Incest is currently thought of as having sex with someone close in your bloodline, and is one of the strongest social faux-pas possible in Western society today. (Interestingly, Merriam-Websters defines 'incest' according to law, i.e. sex with someone you are not legally allowed to marry.) The term subconsciously turning the stomach for most, kissing cousins are currently on the outside looking in when once they were an accepted part, and even in some cases, a preferred reality of society. Tackling the issue head-on in the contemporary era, Elizabeth Hand’s novella Illyria (2007) presents living, breathing people dealing with the issue, all manner of reader reaction - conscious and subconscious - the result.

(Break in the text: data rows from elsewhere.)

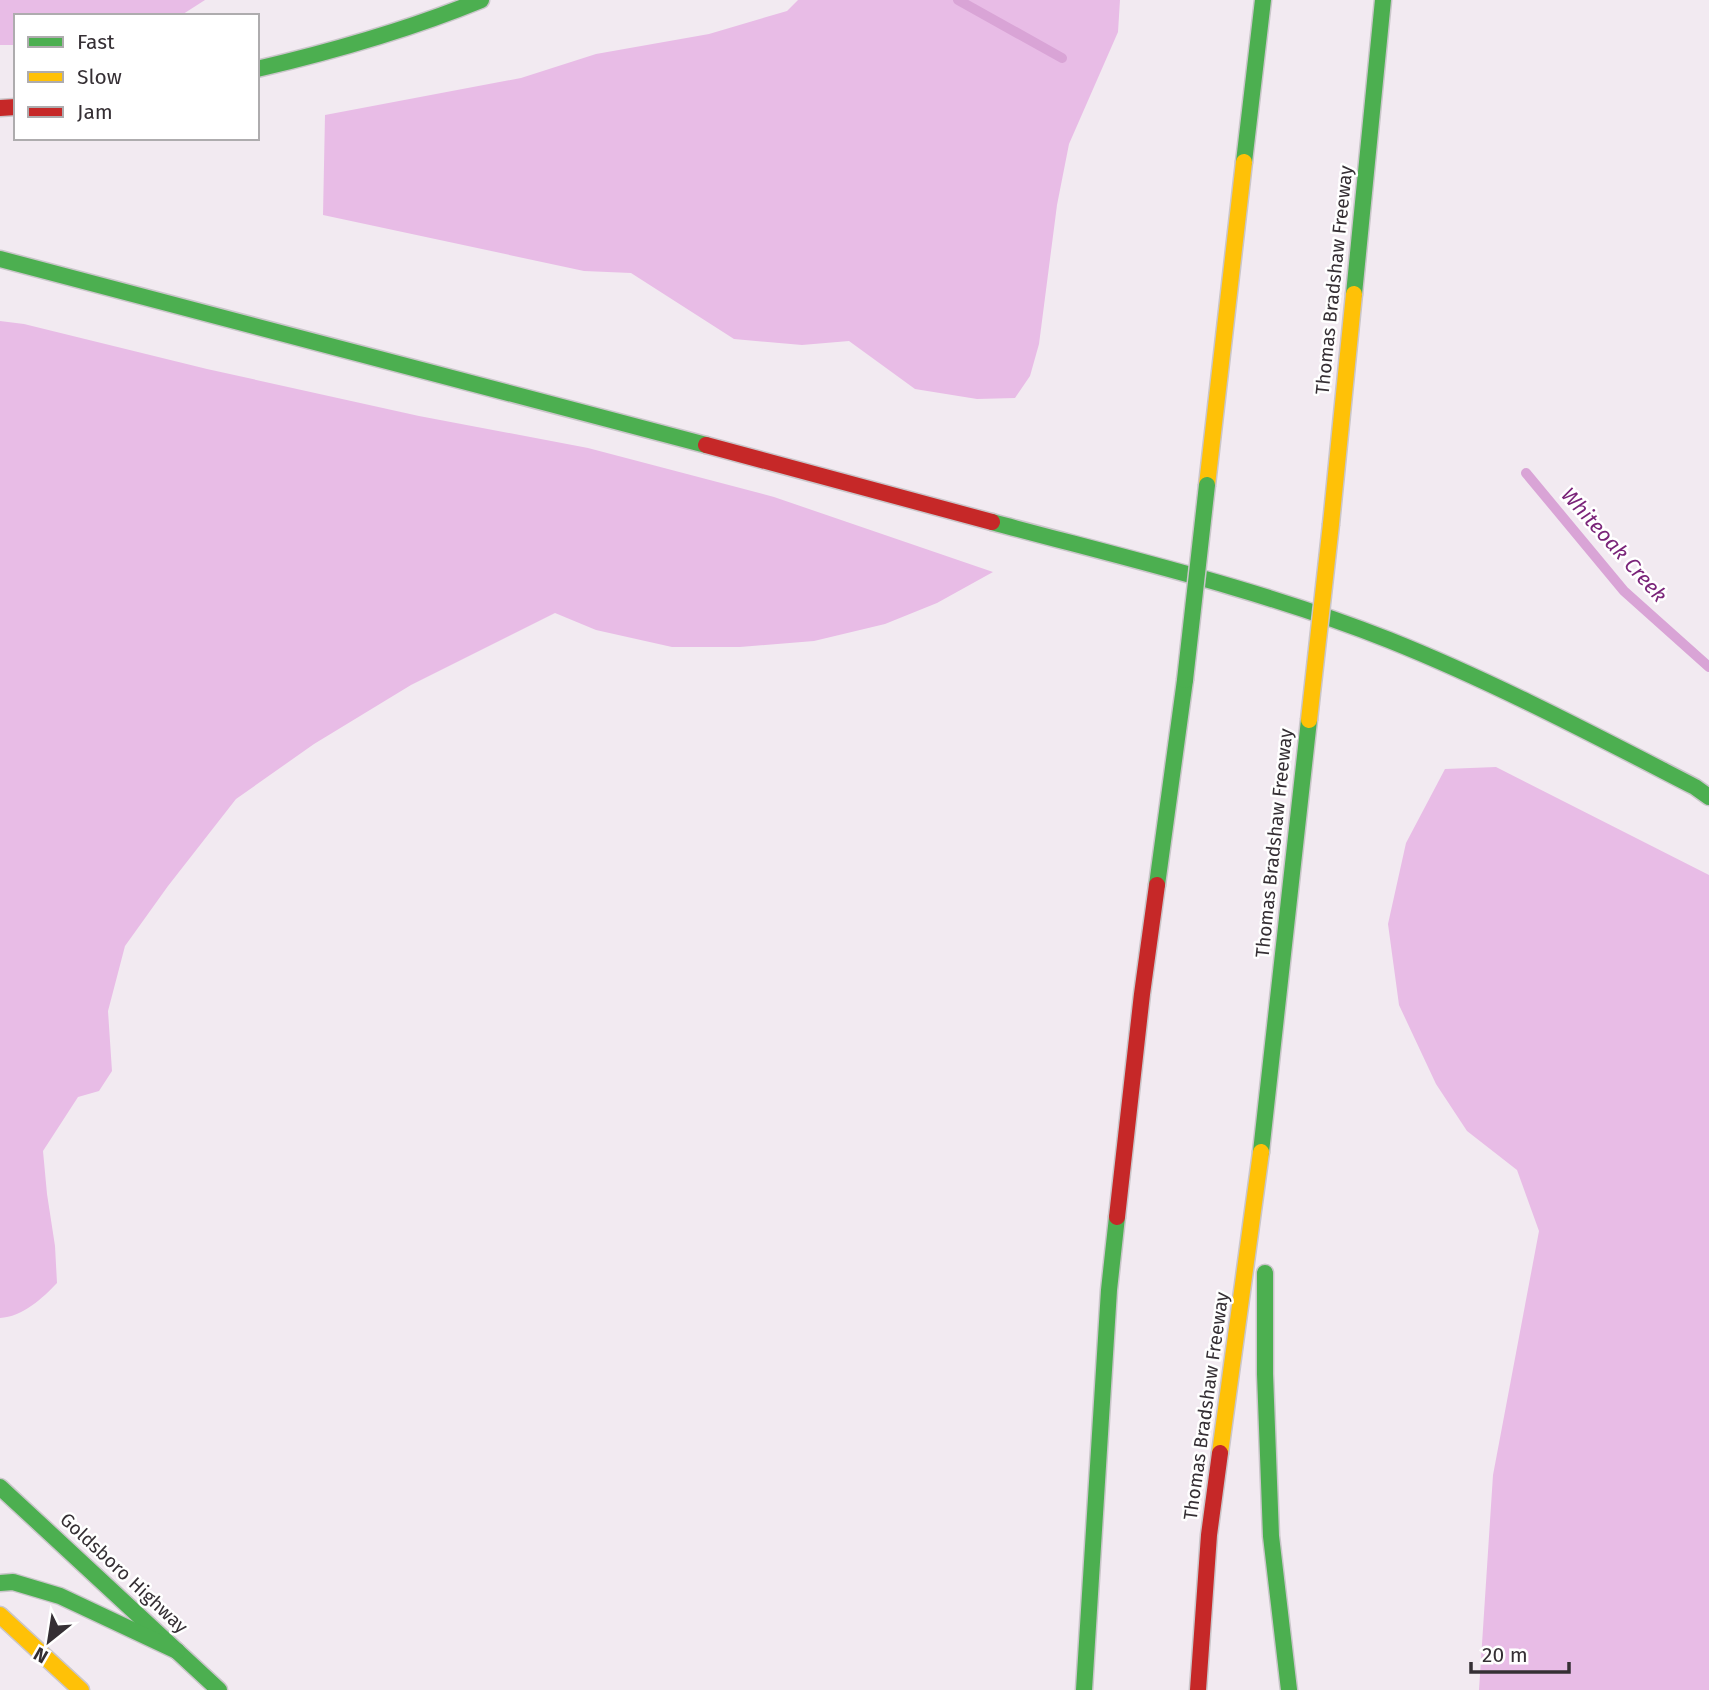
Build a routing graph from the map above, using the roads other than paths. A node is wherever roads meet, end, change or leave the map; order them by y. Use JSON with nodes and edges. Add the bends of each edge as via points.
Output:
{"nodes":[{"id":1,"x":481,"y":0,"type":"edge"},
{"id":2,"x":1262,"y":0,"type":"edge"},
{"id":3,"x":1383,"y":0,"type":"edge"},
{"id":4,"x":259,"y":69,"type":"edge"},
{"id":5,"x":0,"y":260,"type":"edge"},
{"id":6,"x":1709,"y":797,"type":"edge"},
{"id":7,"x":1265,"y":1126,"type":"junction"},
{"id":8,"x":1265,"y":1236,"type":"dead end"},
{"id":9,"x":1265,"y":1264,"type":"dead end"},
{"id":10,"x":0,"y":1487,"type":"edge"},
{"id":11,"x":0,"y":1583,"type":"edge"},
{"id":12,"x":0,"y":1615,"type":"edge"},
{"id":13,"x":177,"y":1651,"type":"junction"},
{"id":14,"x":81,"y":1690,"type":"edge"},
{"id":15,"x":219,"y":1690,"type":"edge"},
{"id":16,"x":1084,"y":1690,"type":"edge"},
{"id":17,"x":1198,"y":1690,"type":"edge"},
{"id":18,"x":1289,"y":1690,"type":"edge"}],
"edges":[{"from":1,"to":4,"type":"main road","via":[[439,18]]},
{"from":2,"to":16,"type":"main road","bridge":true,"via":[[1185,680],[1142,994],[1109,1290]]},
{"from":3,"to":7,"type":"main road","name":"Thomas Bradshaw Freeway","bridge":true},
{"from":5,"to":6,"type":"main road","via":[[1260,594],[1389,640],[1536,705]]},
{"from":7,"to":8,"type":"main road"},
{"from":7,"to":17,"type":"main road","name":"Thomas Bradshaw Freeway","via":[[1209,1535]]},
{"from":9,"to":18,"type":"main road","via":[[1271,1536]]},
{"from":10,"to":13,"type":"main road","name":"Goldsboro Highway"},
{"from":11,"to":13,"type":"main road","via":[[61,1596]]},
{"from":12,"to":14,"type":"main road"},
{"from":13,"to":15,"type":"main road","name":"Goldsboro Highway"}]}
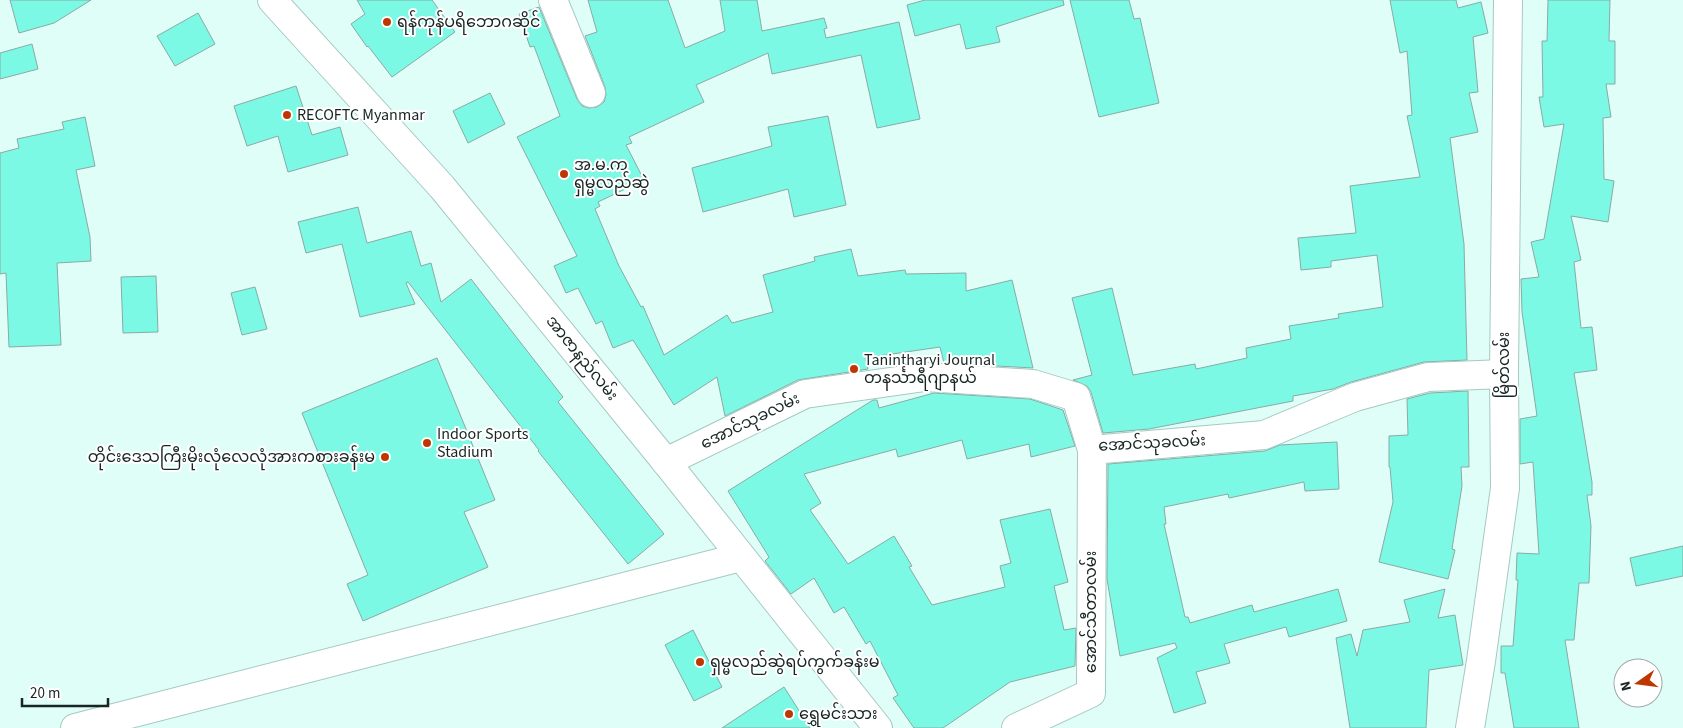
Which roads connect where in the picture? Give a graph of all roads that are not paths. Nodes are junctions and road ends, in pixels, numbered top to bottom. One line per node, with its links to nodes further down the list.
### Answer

Illyria is the story of Madeline Tierney, the youngest of six girls, and Rogan Tierney, her cousin, the youngest of six boys. Their fathers’ identical twins, the two even grow up on the same street, their houses opposite one another. The innocence of kissing cousins becoming more serious as the pair go through puberty, and their secret becoming ever more precarious as their two families evolve, the finding of a treasure in the attic of Rogan’s home one day turns everything upside down. But the repercussions are not immediately apparent. Life goes smoothly in the build up to their high school’s production of Shakespeare’s Twelfth Night. But whether the show goes on remains to be seen.
Playing with the tropes of myth and classic theater, at the outset Illyria has a timeless feel. The familial history of Madeline and Rogan an unusual one, the reader keeps waiting for the other shoe to drop—for an element of classicism to fall into place and make everything lucid. It never does, that is, unless the reader considers the ending to be fairy tale. Though starting the story in seemingly familiar territory, the realities of contemporary life gradually settle in, the classical tropes manifesting themselves in the production of Twelfth Night, only. The novella stronger for the analog, the pair’s story plays out in more mimetic than fairy tale fashion (save the ending). Remiss to go into the details, suffice to say growing older does have its pains, and indeed youth and creativity have a certain magic that once they are gone, are difficult to hold on to—especially when your lover is your cousin.
Illyria thus reads like a story written by someone who was involved with theater in high school, and looks back on the memories with enough wisdom to appreciate the pain and innocence. (Kelly Link’s Magic for Beginners possesses much of the same feeling.) Love and emotion on full display, the more overt elements of the plot are easily handled by the subtlety of Hand’s narrative, nothing syrupy. A knot hanging in the reader’s throat the last several pages, in fact, the story’s voice is capable of invoking as much of a reaction to its conclusion as the initial response to kissing cousins.
In the end, Illyria is a quality novella describing a high school girl’s coming of age via the theater and love for her cousin that truly challenges the reader’s understanding of incest. Madeline’s development progressing naturally yet unnaturally, it makes the skin crawl in a fascinating, and ultimately affective manner as her story plays out. The text imbued with a love for theater, the inclusion of lines and songs from Twelfth Night in no way bog down the story, and in fact, decorate what is already a strong offering. A work resonant with real emotion, Hand once again proves she is one of the best fantasists writing today.